§ **What needs to be done**: Where a line of the records holds the string "middle", copy that line.

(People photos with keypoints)
---*---

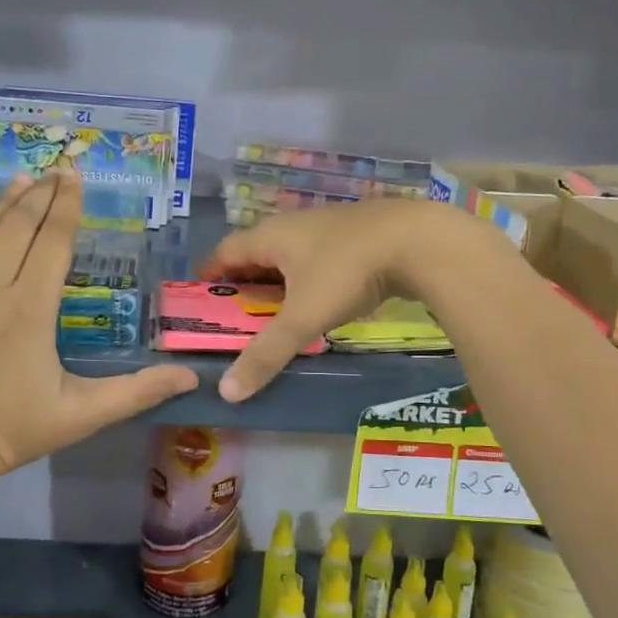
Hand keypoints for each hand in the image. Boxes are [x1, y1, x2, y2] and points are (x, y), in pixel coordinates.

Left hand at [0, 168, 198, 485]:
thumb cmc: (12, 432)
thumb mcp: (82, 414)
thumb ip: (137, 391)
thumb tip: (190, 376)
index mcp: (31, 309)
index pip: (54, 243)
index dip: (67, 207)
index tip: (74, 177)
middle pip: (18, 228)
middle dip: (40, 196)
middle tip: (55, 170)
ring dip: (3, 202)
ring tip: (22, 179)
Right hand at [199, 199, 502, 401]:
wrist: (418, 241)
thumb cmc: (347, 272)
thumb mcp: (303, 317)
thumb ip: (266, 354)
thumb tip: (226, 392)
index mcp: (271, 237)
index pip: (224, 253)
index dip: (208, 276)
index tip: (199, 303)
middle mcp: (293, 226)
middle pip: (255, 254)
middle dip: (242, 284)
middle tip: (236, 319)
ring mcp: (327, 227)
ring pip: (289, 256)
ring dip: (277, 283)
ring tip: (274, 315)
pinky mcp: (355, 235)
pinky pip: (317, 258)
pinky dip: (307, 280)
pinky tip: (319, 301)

---*---

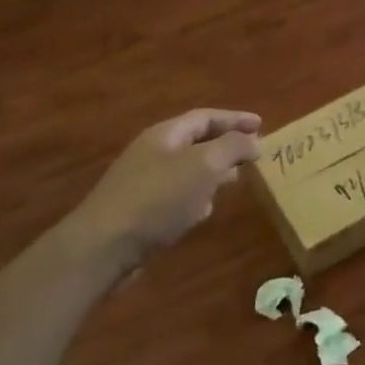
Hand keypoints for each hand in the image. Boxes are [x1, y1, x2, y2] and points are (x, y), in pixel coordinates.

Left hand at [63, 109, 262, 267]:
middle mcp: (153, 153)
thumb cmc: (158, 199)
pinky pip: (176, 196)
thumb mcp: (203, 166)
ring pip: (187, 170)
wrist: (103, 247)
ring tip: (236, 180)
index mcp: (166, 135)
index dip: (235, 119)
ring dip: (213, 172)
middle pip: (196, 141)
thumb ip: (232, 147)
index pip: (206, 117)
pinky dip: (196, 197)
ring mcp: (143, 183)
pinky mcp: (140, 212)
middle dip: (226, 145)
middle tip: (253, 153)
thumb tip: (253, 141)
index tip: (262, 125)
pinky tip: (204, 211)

---*---

§ **Exercise response**:
middle pip: (18, 228)
middle dip: (40, 196)
middle tip: (55, 170)
middle mcp: (293, 226)
middle pip: (255, 254)
middle dip: (242, 284)
middle tip: (236, 319)
middle mcp: (153, 153)
middle pip: (196, 141)
middle dip: (226, 145)
middle tip: (253, 153)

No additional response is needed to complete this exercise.